23rd Apr 2015, 20:12
Ah, good ol' Burger - I was the one who recommended him. He's moved premises, by the way, start of the year, on Archer's Road just before you get to the Sunnybrae Road junction.
Thanks for the reply - I've been seeing a few Japanese import 320i's with the rare manual gearboxes, and have been thinking of getting one eventually. Hence I try to observe what usually goes wrong with those cars, and if any faults can be mitigated by replacing some parts before failure. Glad to know that the car does have that self-protection system to get you off the road safely without damaging the engine. I hope the cost wasn't too steep - electric water pumps aren't the norm yet.
24th Apr 2015, 07:56
Great to hear back from you. He is fantastic and I can't thank you enough for passing on the contact. And yes I took it to the Archer Road address. I paid 1668 NZD for an electric water pump, thermostat, wheel alignment, coolant. He also did a thorough check to make sure it's all 100%.

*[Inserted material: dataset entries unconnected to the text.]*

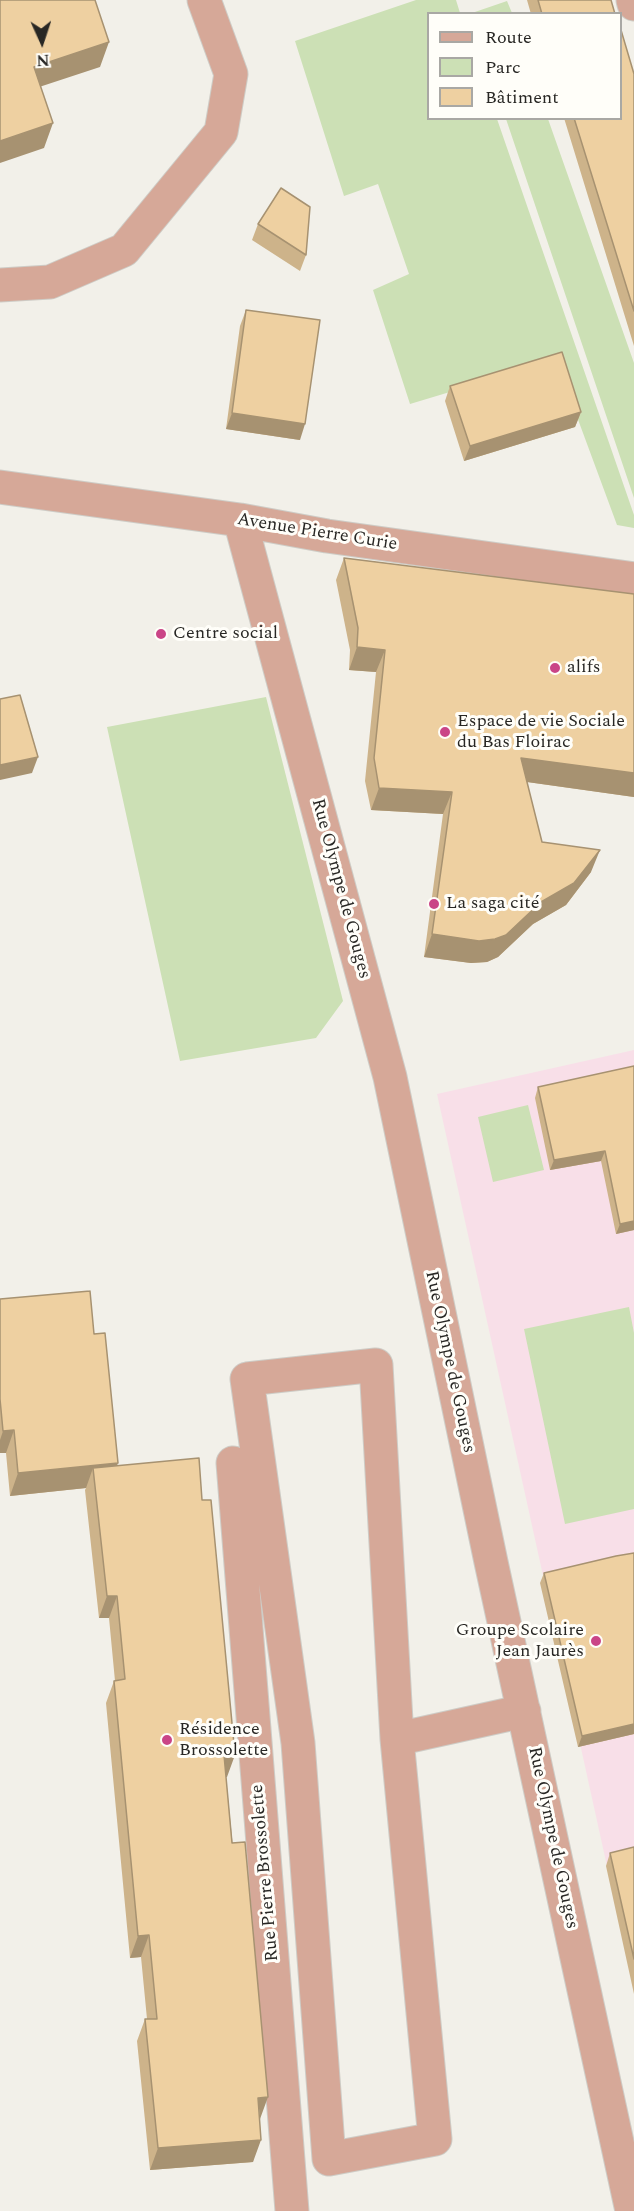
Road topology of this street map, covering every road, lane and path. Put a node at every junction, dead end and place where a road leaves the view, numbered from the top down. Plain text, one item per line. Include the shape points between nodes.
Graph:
1 (204, 0) edge
2 (0, 285) edge
3 (0, 487) edge
4 (240, 520) junction
5 (634, 579) edge
6 (233, 1463) dead end
7 (524, 1711) junction
8 (397, 1739) junction
9 (292, 2211) edge
10 (632, 2211) edge

1 - 2 street via 231,74 221,132 124,250 50,282
3 - 4 street, Avenue Pierre Curie
4 - 5 street, Avenue Pierre Curie
4 - 7 street, Rue Olympe de Gouges via 390,1077
6 - 9 street, Rue Pierre Brossolette
7 - 8 street
7 - 10 street, Rue Olympe de Gouges
8 - 8 street via 376,1365 247,1379 298,1743 329,2159 435,2139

I would be surprised if any authorized dealer can match even close to that.
There are lot of 320is there, but 4 cylinders have poor reputations I gather even from forums. Apart from the auto box, there are known coil, tappet and oil usage issues. But again Internet forums are not necessarily true guidance, as people with complaints mostly write reviews. :)

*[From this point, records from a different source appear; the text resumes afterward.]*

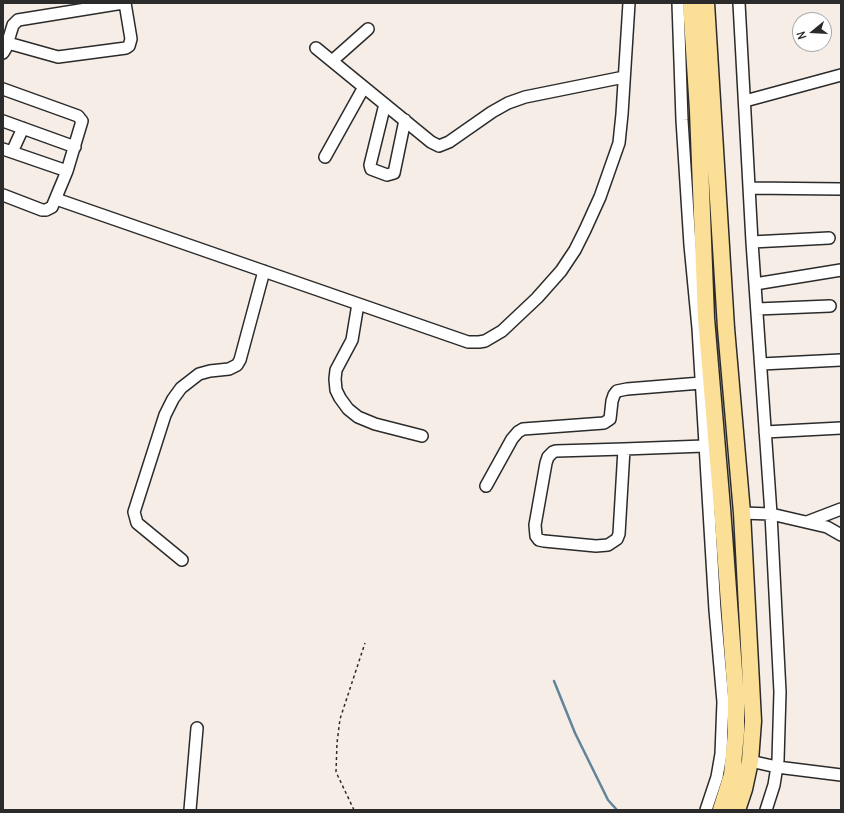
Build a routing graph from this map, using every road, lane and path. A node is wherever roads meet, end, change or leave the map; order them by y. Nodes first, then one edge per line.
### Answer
1 (124, 3) edge
2 (629, 3) edge
3 (678, 3) edge
4 (690, 3) edge
5 (706, 3) edge
6 (739, 3) edge
7 (8, 25) edge
8 (368, 29) dead end
9 (6, 48) edge
10 (316, 48) dead end
11 (332, 61) junction
12 (841, 75) edge
13 (624, 77) junction
14 (364, 87) junction
15 (3, 90) edge
16 (744, 101) junction
17 (385, 104) junction
18 (405, 120) junction
19 (3, 121) edge
20 (23, 128) junction
21 (74, 147) junction
22 (7, 150) edge
23 (325, 157) dead end
24 (67, 171) junction
25 (749, 188) junction
26 (841, 189) edge
27 (3, 194) edge
28 (56, 199) junction
29 (829, 238) dead end
30 (752, 242) junction
31 (841, 270) edge
32 (264, 271) junction
33 (755, 284) junction
34 (358, 304) junction
35 (830, 306) dead end
36 (757, 309) junction
37 (841, 360) edge
38 (761, 364) junction
39 (701, 383) junction
40 (841, 428) edge
41 (766, 432) junction
42 (422, 436) dead end
43 (704, 446) junction
44 (624, 449) junction
45 (486, 486) dead end
46 (841, 509) edge
47 (742, 513) junction
48 (771, 514) junction
49 (807, 522) junction
50 (841, 535) edge
51 (182, 560) dead end
52 (365, 643) dead end
53 (752, 696) junction
54 (729, 699) junction
55 (197, 728) dead end
56 (750, 761) junction
57 (777, 767) junction
58 (841, 774) edge
59 (190, 810) edge
60 (354, 810) edge
61 (706, 810) edge
62 (721, 810) edge
63 (737, 810) edge
64 (766, 810) edge

1 - 7 street
1 - 9 street
2 - 13 street
3 - 39 street
4 - 54 highway
5 - 47 highway
6 - 16 street
7 - 9 street
8 - 11 street
10 - 11 street
11 - 14 street
12 - 16 street
13 - 18 street
13 - 34 street
14 - 17 street
14 - 23 street
15 - 21 street
16 - 25 street
17 - 18 street
17 - 18 street
19 - 20 street
20 - 21 street
20 - 22 street
21 - 24 street
22 - 24 street
24 - 28 street
25 - 26 street
25 - 30 street
27 - 28 street
28 - 32 street
29 - 30 street
30 - 33 street
31 - 33 street
32 - 34 street
32 - 51 street
33 - 36 street
34 - 42 street
35 - 36 street
36 - 38 street
37 - 38 street
38 - 41 street
39 - 43 street
39 - 45 street
40 - 41 street
41 - 48 street
43 - 44 street
43 - 54 street
44 - 44 street
46 - 49 street
47 - 48 street
47 - 53 highway
48 - 49 street
48 - 57 street
49 - 50 street
52 - 60 path
53 - 54 highway
53 - 56 highway
54 - 61 street
54 - 62 highway
55 - 59 street
56 - 57 street
56 - 63 highway
57 - 58 street
57 - 64 street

I would strongly recommend a 323 or 325 instead. Complete different car and great fun. The currently price difference is only 2-3k at most. On open road fuel economy is better with the 325 compared to my E90 320i. In the city it's slightly thirsty, but not by much at all. 6 cylinders are very well built. I will be in Auckland next week. My email id is email@example.com.
Would be more than happy to catch up :)
25th Apr 2015, 00:35
A 6-cylinder BMW's a no-brainer, really, but the reason I was checking out the 320i's is because they could still be bought as manuals ex-Japan. I in fact checked the BMW Japan website for current models, just to check the trends in upcoming Japanese used imports, and found out that BMWs including the little 1-Series are sold there as automatics only, however the 320i was the only model available as manual (still). No larger engine or turbodiesel in the BMW Japan lineup is available in manual.
After having car after car here which were automatics (only because manuals are difficult to find, or you pay a premium for them), the car I currently have, a "mere" 316TI (1.8, 115 BHP) is the one car I have been most content with. Had it for nearly 5 years now, nearly 70K km after. The manual makes all the difference (to me), I don't have to second-guess what the gearbox will do at a sharp bend, I don't have to merely keep using the brakes to control the car.
Agreed on the coils - had one fail early on then a second 4 years after - so Burger replaced the remaining two. Coils are a Europe-wide supplier problem, because even the VW Group has the same issues. But really, most modern vehicles that have technologies designed to keep them complying with EU emissions regulations, as well as keeping the CO2 g/km very low (for road tax), will have problems. So I just keep tabs on which engine variants, engine codes and build years have specific problems, and keep tabs on them before problems occur.
Will send you an email, would be keen to catch up!
9th Aug 2015, 12:23
Original Reviewer here: The last service was done just over a year ago, but due to a company car I have only driven about 5k over one year. Towards the end the oil light showed up, and it's common needing to top up by half a litre. Also there was some lifter noise on idling. Was told that service should be done more frequently if the car isn't driven much (every 6-8 months), however after service the lifter noise has disappeared. Thought of sharing this just in case if any of you are having similar issues.
10th Aug 2015, 03:12
Take a car out at least every few weeks and drive it for 15 to 20 minutes. That will save you on drying out seals, dead gas, ethanol separation, flat spotting tires, master cylinder and brake loss. Keep a battery on maintainer. I have a short board holding in the clutches. I have the same situation with a company car. I also own 4 of my own. It's kind of dumb to own any when you have a company provided vehicle, but I enjoy weekend car shows and driving something better.
10th Aug 2015, 21:22
Thanks for your tips, really appreciate it. As I took the car for a warrant - I realized my total drive was actually 4000km only over 1 year (although I drive close to 60-70k for my projects and personal use a year) and many months it sat in the garage but not driven. I will follow your advice and keep it running for 15-20mins every fortnight whenever I can. Like yourself, I have 2 in my collection too, and it's more of a hobby than needing a car for A to B ha ha. Although mine has done now few ks since new, but everything is in such a mint condition, and I try my best keep it at its best. Cheers.
11th Aug 2015, 12:47
I switched to synthetic on my cars, some driven under 1000 miles a year. You don't have to start a car every week, but every few weeks it's wise. Don't just idle them in a garage. Take them out and bring the temps up. It's good for the braking system. I also use Stabil for gas that can go bad in a few months.
Winter is tough in my area with snow and salt on roads. But usually there is a dry day to quickly take them out. I try to open my garages briefly to let air in as well. The air gets damp.
There's a lot more you can do, but this is a good start.